Problem to work on »
Please retype the records below exactly, omitting any images.

Task material »
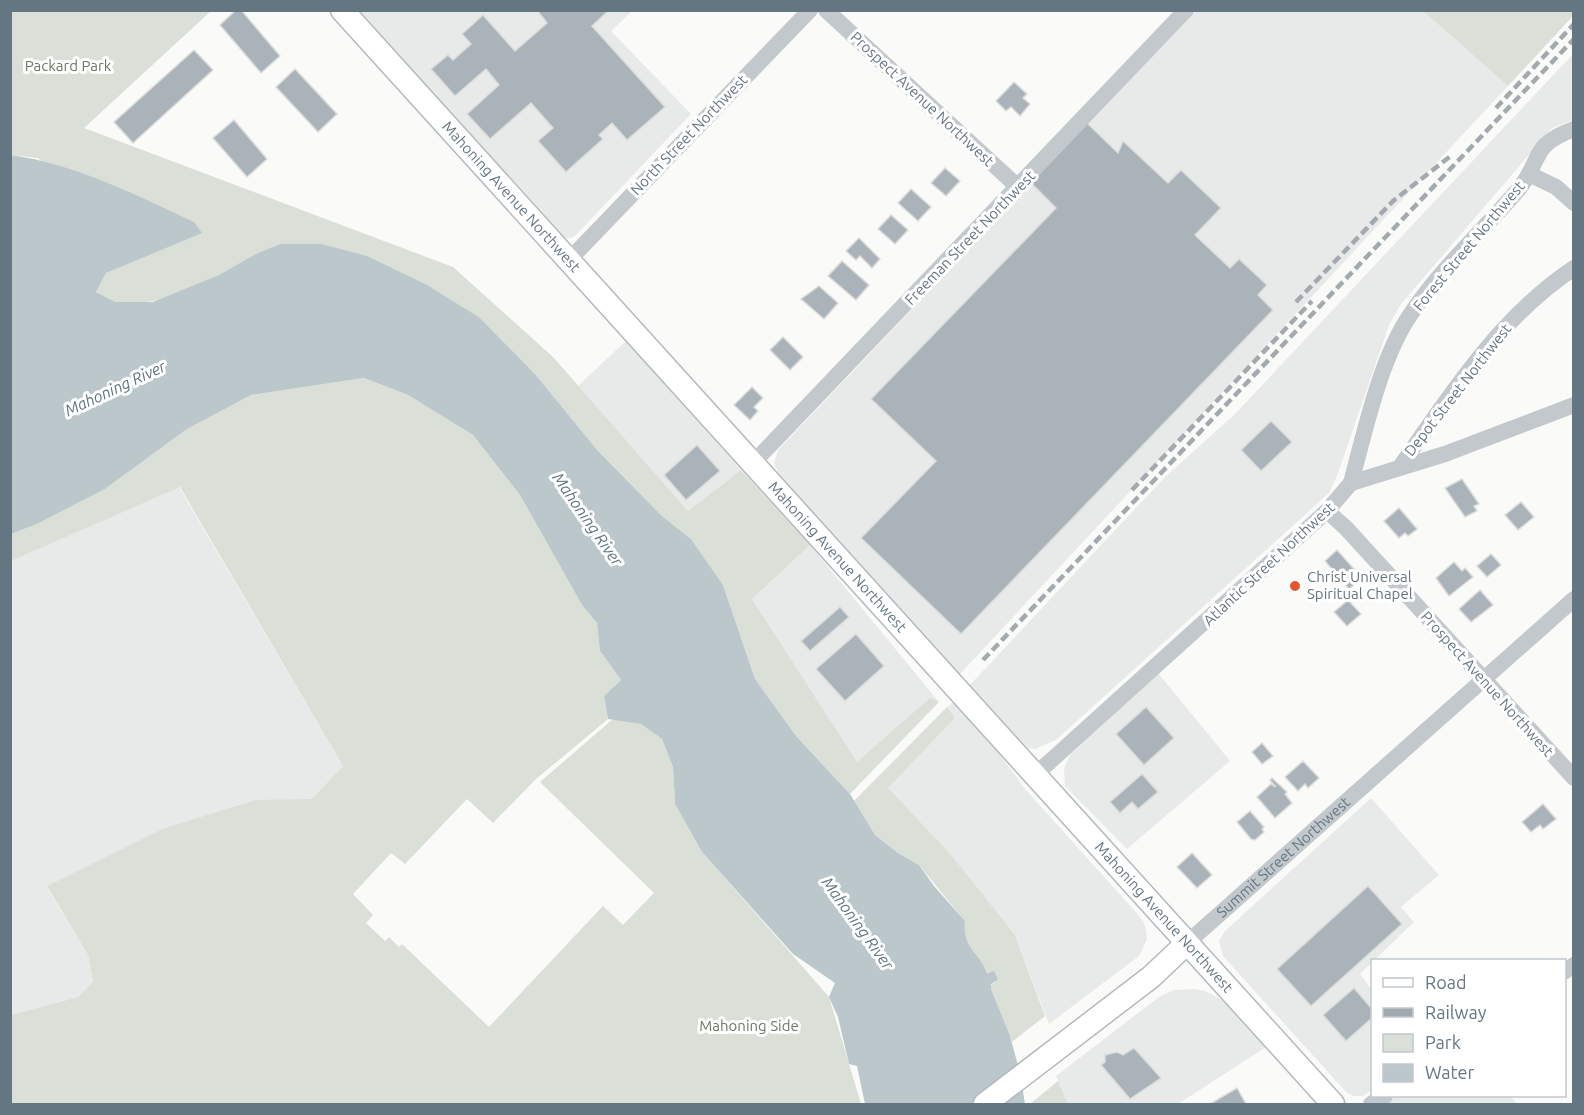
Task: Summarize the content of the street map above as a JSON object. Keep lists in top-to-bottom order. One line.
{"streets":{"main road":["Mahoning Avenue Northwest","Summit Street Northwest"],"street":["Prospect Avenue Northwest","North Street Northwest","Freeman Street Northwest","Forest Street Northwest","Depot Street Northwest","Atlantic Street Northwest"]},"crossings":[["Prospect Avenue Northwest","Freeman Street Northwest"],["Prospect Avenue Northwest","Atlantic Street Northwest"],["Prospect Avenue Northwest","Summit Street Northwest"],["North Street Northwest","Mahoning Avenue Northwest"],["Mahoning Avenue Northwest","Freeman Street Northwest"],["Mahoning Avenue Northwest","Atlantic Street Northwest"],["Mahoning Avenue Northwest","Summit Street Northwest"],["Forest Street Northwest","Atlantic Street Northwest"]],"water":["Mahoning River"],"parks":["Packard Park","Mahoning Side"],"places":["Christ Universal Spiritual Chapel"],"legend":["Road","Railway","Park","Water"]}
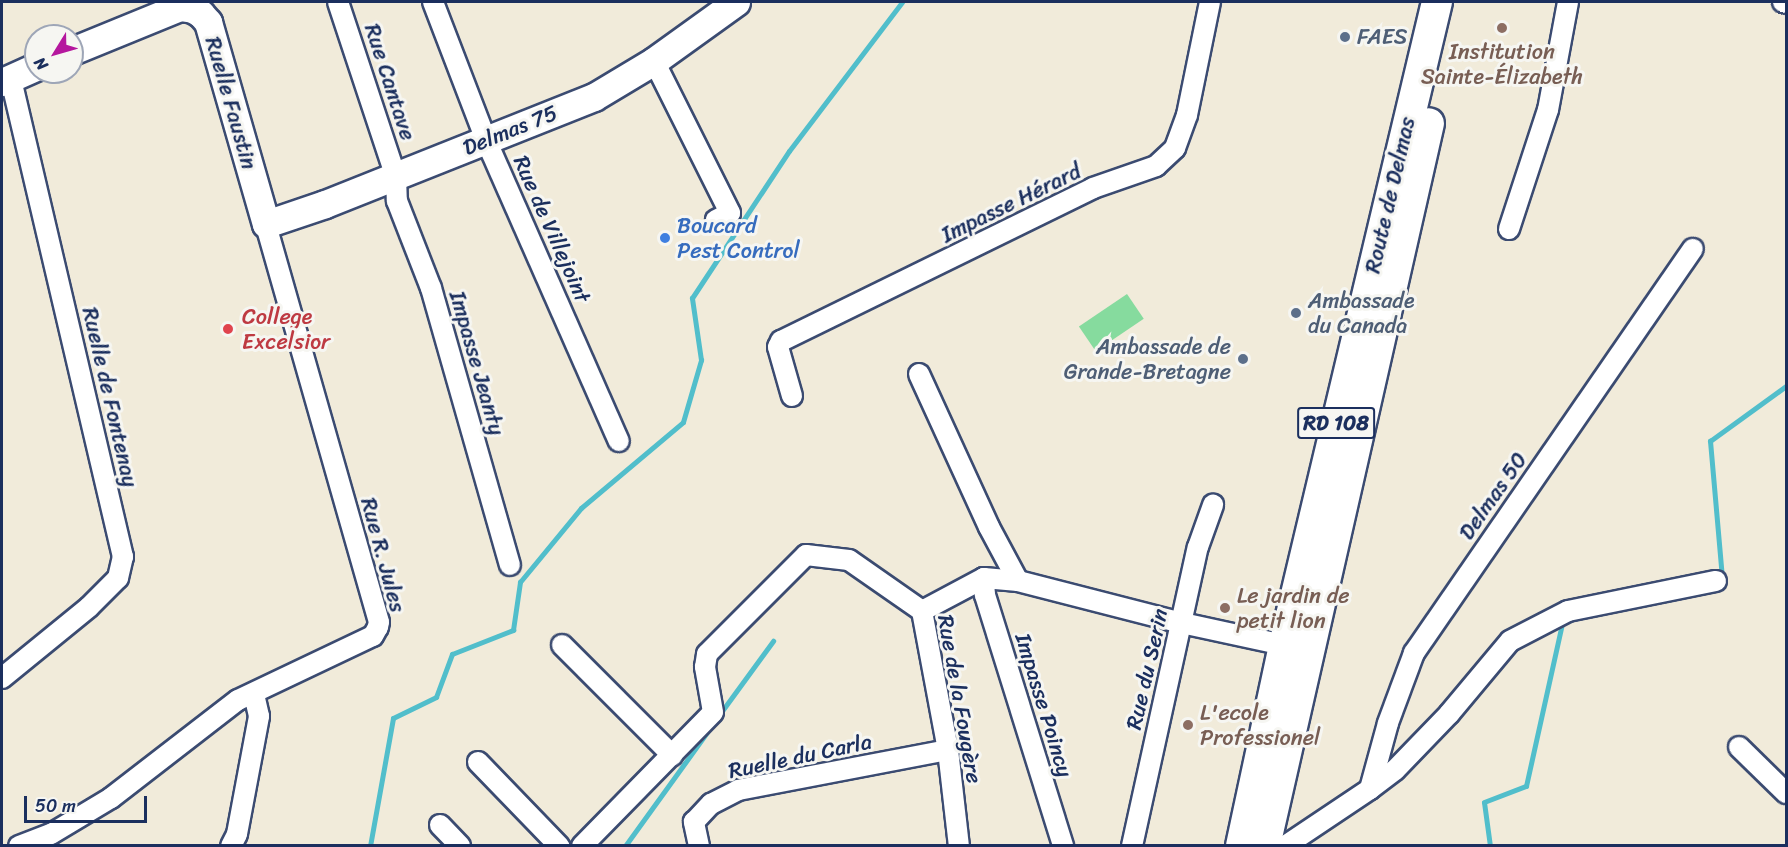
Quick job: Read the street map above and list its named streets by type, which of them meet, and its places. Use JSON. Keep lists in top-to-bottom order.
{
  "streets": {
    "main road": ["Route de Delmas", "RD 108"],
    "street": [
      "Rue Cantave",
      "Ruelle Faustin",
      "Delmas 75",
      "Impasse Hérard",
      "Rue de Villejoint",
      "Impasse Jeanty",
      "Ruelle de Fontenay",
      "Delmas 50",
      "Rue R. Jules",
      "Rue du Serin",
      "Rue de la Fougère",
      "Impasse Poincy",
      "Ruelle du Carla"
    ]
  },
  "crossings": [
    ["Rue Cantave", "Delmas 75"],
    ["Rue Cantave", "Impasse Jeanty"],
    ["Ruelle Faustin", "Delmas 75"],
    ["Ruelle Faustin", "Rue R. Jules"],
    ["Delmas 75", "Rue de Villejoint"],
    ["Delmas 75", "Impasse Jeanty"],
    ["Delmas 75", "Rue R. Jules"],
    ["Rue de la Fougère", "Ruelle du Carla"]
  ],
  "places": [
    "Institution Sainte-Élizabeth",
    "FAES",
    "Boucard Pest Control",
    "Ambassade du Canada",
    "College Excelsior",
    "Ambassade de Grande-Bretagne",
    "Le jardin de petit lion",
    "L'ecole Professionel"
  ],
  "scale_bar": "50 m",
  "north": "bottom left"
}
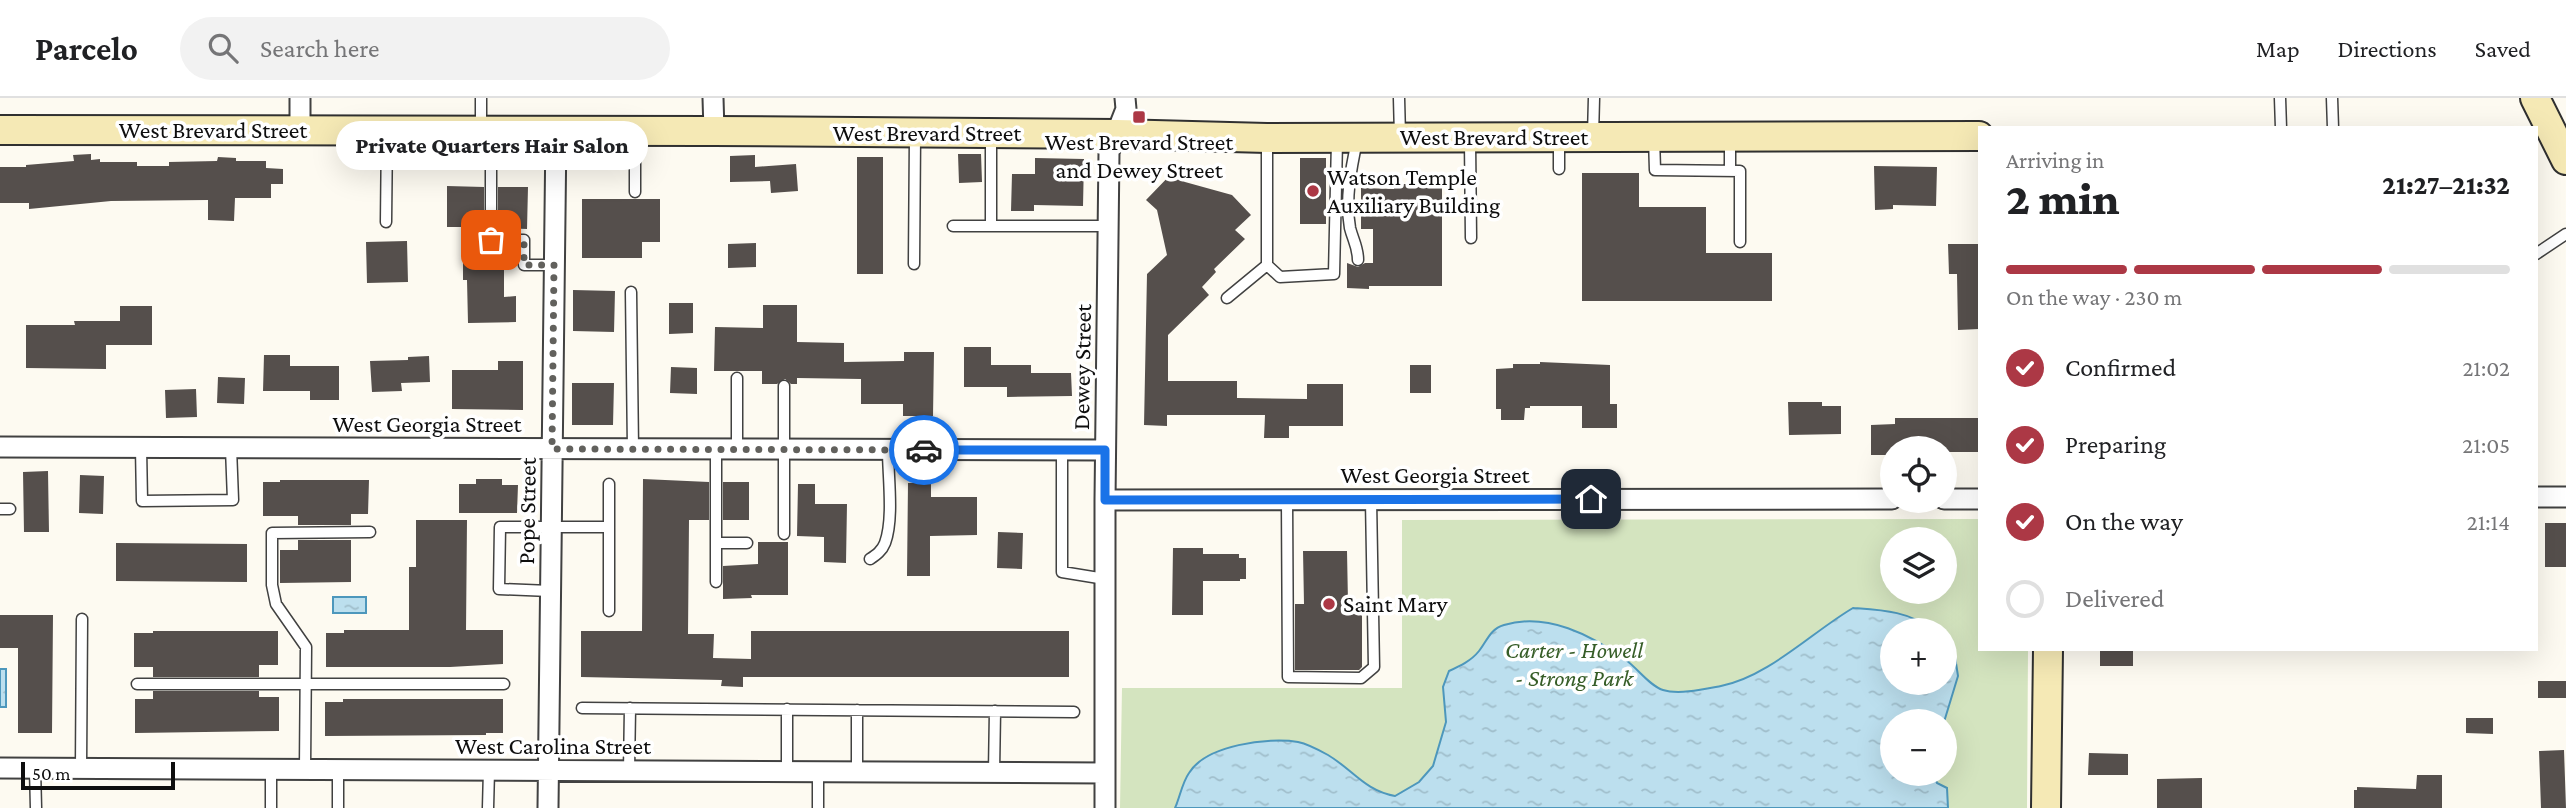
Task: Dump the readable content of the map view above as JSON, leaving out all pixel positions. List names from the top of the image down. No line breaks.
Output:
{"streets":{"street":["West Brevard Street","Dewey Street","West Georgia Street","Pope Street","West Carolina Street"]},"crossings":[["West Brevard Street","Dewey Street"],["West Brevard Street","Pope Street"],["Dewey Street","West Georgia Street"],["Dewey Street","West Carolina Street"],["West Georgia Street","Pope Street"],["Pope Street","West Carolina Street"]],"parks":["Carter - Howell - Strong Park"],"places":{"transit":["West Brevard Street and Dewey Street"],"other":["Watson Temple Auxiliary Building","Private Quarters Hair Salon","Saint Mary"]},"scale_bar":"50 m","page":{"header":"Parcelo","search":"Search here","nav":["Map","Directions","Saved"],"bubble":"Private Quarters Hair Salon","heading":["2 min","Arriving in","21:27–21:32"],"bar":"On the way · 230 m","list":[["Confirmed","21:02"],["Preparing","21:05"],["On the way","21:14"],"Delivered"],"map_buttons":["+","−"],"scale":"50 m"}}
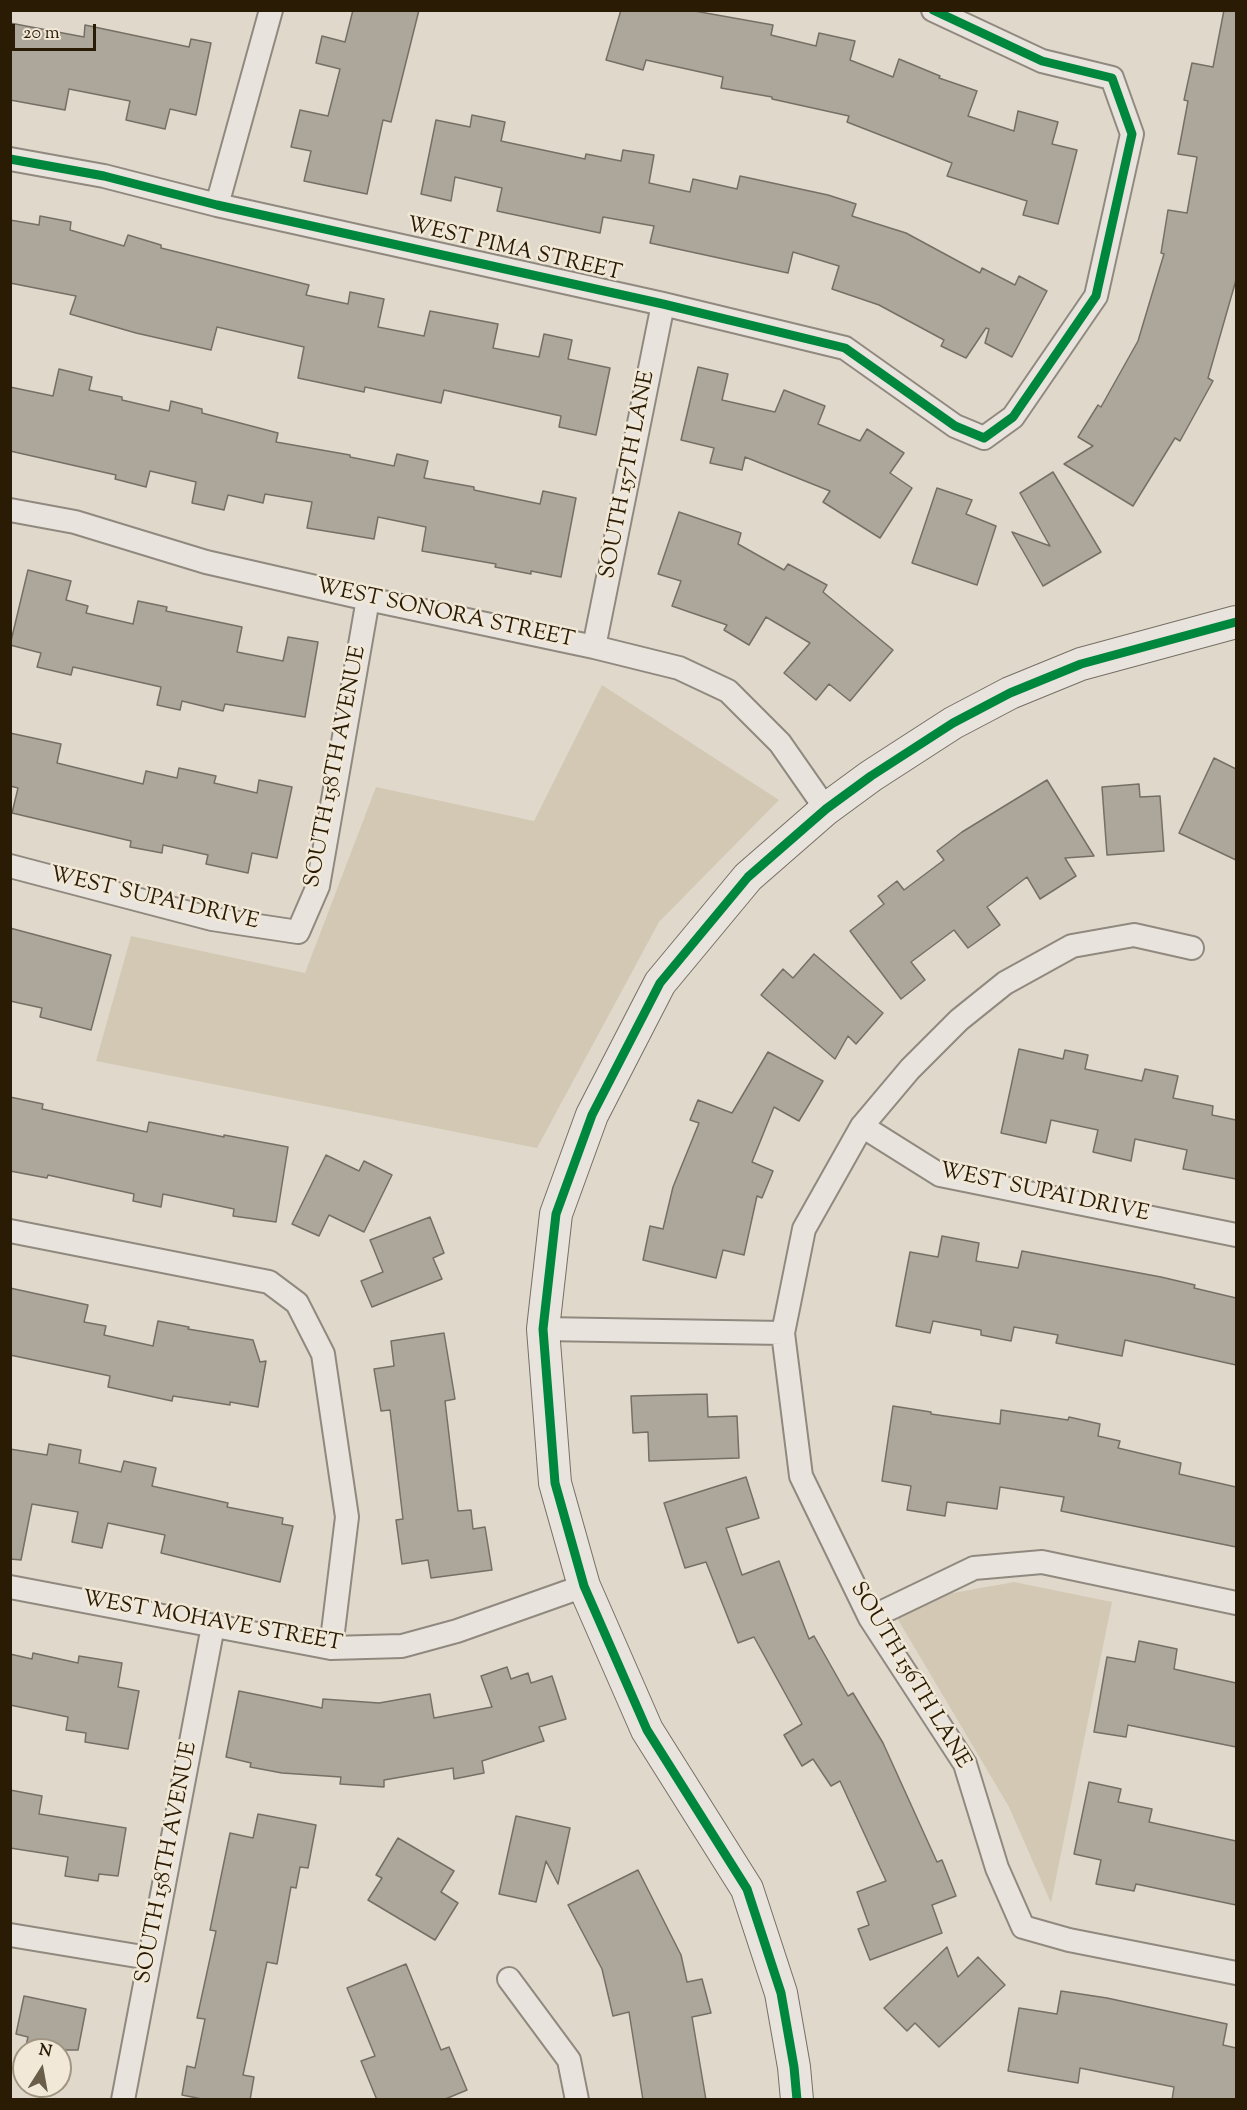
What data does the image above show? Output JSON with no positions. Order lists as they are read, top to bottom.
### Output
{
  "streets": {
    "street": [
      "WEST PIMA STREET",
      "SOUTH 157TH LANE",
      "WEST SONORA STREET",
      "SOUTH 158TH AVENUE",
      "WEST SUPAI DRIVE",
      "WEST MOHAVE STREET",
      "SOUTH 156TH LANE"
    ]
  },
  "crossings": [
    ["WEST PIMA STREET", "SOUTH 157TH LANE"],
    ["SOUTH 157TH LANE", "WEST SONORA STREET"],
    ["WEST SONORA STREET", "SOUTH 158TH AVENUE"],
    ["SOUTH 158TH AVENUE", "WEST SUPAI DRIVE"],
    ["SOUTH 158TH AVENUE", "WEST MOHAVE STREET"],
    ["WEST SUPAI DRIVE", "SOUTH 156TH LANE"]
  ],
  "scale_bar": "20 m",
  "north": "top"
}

Solution below »
Task: Summarize the content of the street map above as a JSON object. Keep lists in top-to-bottom order. One line.
{"streets":{"main road":["Mahoning Avenue Northwest","Summit Street Northwest"],"street":["Prospect Avenue Northwest","North Street Northwest","Freeman Street Northwest","Forest Street Northwest","Depot Street Northwest","Atlantic Street Northwest"]},"crossings":[["Prospect Avenue Northwest","Freeman Street Northwest"],["Prospect Avenue Northwest","Atlantic Street Northwest"],["Prospect Avenue Northwest","Summit Street Northwest"],["North Street Northwest","Mahoning Avenue Northwest"],["Mahoning Avenue Northwest","Freeman Street Northwest"],["Mahoning Avenue Northwest","Atlantic Street Northwest"],["Mahoning Avenue Northwest","Summit Street Northwest"],["Forest Street Northwest","Atlantic Street Northwest"]],"water":["Mahoning River"],"parks":["Packard Park","Mahoning Side"],"places":["Christ Universal Spiritual Chapel"],"legend":["Road","Railway","Park","Water"]}
Quick job: Read the street map above and list its named streets by type, which of them meet, and its places. Use JSON. Keep lists in top-to-bottom order.
{
  "streets": {
    "main road": ["Route de Delmas", "RD 108"],
    "street": [
      "Rue Cantave",
      "Ruelle Faustin",
      "Delmas 75",
      "Impasse Hérard",
      "Rue de Villejoint",
      "Impasse Jeanty",
      "Ruelle de Fontenay",
      "Delmas 50",
      "Rue R. Jules",
      "Rue du Serin",
      "Rue de la Fougère",
      "Impasse Poincy",
      "Ruelle du Carla"
    ]
  },
  "crossings": [
    ["Rue Cantave", "Delmas 75"],
    ["Rue Cantave", "Impasse Jeanty"],
    ["Ruelle Faustin", "Delmas 75"],
    ["Ruelle Faustin", "Rue R. Jules"],
    ["Delmas 75", "Rue de Villejoint"],
    ["Delmas 75", "Impasse Jeanty"],
    ["Delmas 75", "Rue R. Jules"],
    ["Rue de la Fougère", "Ruelle du Carla"]
  ],
  "places": [
    "Institution Sainte-Élizabeth",
    "FAES",
    "Boucard Pest Control",
    "Ambassade du Canada",
    "College Excelsior",
    "Ambassade de Grande-Bretagne",
    "Le jardin de petit lion",
    "L'ecole Professionel"
  ],
  "scale_bar": "50 m",
  "north": "bottom left"
}
Task: Dump the readable content of the map view above as JSON, leaving out all pixel positions. List names from the top of the image down. No line breaks.
Output:
{"streets":{"street":["West Brevard Street","Dewey Street","West Georgia Street","Pope Street","West Carolina Street"]},"crossings":[["West Brevard Street","Dewey Street"],["West Brevard Street","Pope Street"],["Dewey Street","West Georgia Street"],["Dewey Street","West Carolina Street"],["West Georgia Street","Pope Street"],["Pope Street","West Carolina Street"]],"parks":["Carter - Howell - Strong Park"],"places":{"transit":["West Brevard Street and Dewey Street"],"other":["Watson Temple Auxiliary Building","Private Quarters Hair Salon","Saint Mary"]},"scale_bar":"50 m","page":{"header":"Parcelo","search":"Search here","nav":["Map","Directions","Saved"],"bubble":"Private Quarters Hair Salon","heading":["2 min","Arriving in","21:27–21:32"],"bar":"On the way · 230 m","list":[["Confirmed","21:02"],["Preparing","21:05"],["On the way","21:14"],"Delivered"],"map_buttons":["+","−"],"scale":"50 m"}}
What data does the image above show? Output JSON with no positions. Order lists as they are read, top to bottom.
### Output
{
  "streets": {
    "street": [
      "WEST PIMA STREET",
      "SOUTH 157TH LANE",
      "WEST SONORA STREET",
      "SOUTH 158TH AVENUE",
      "WEST SUPAI DRIVE",
      "WEST MOHAVE STREET",
      "SOUTH 156TH LANE"
    ]
  },
  "crossings": [
    ["WEST PIMA STREET", "SOUTH 157TH LANE"],
    ["SOUTH 157TH LANE", "WEST SONORA STREET"],
    ["WEST SONORA STREET", "SOUTH 158TH AVENUE"],
    ["SOUTH 158TH AVENUE", "WEST SUPAI DRIVE"],
    ["SOUTH 158TH AVENUE", "WEST MOHAVE STREET"],
    ["WEST SUPAI DRIVE", "SOUTH 156TH LANE"]
  ],
  "scale_bar": "20 m",
  "north": "top"
}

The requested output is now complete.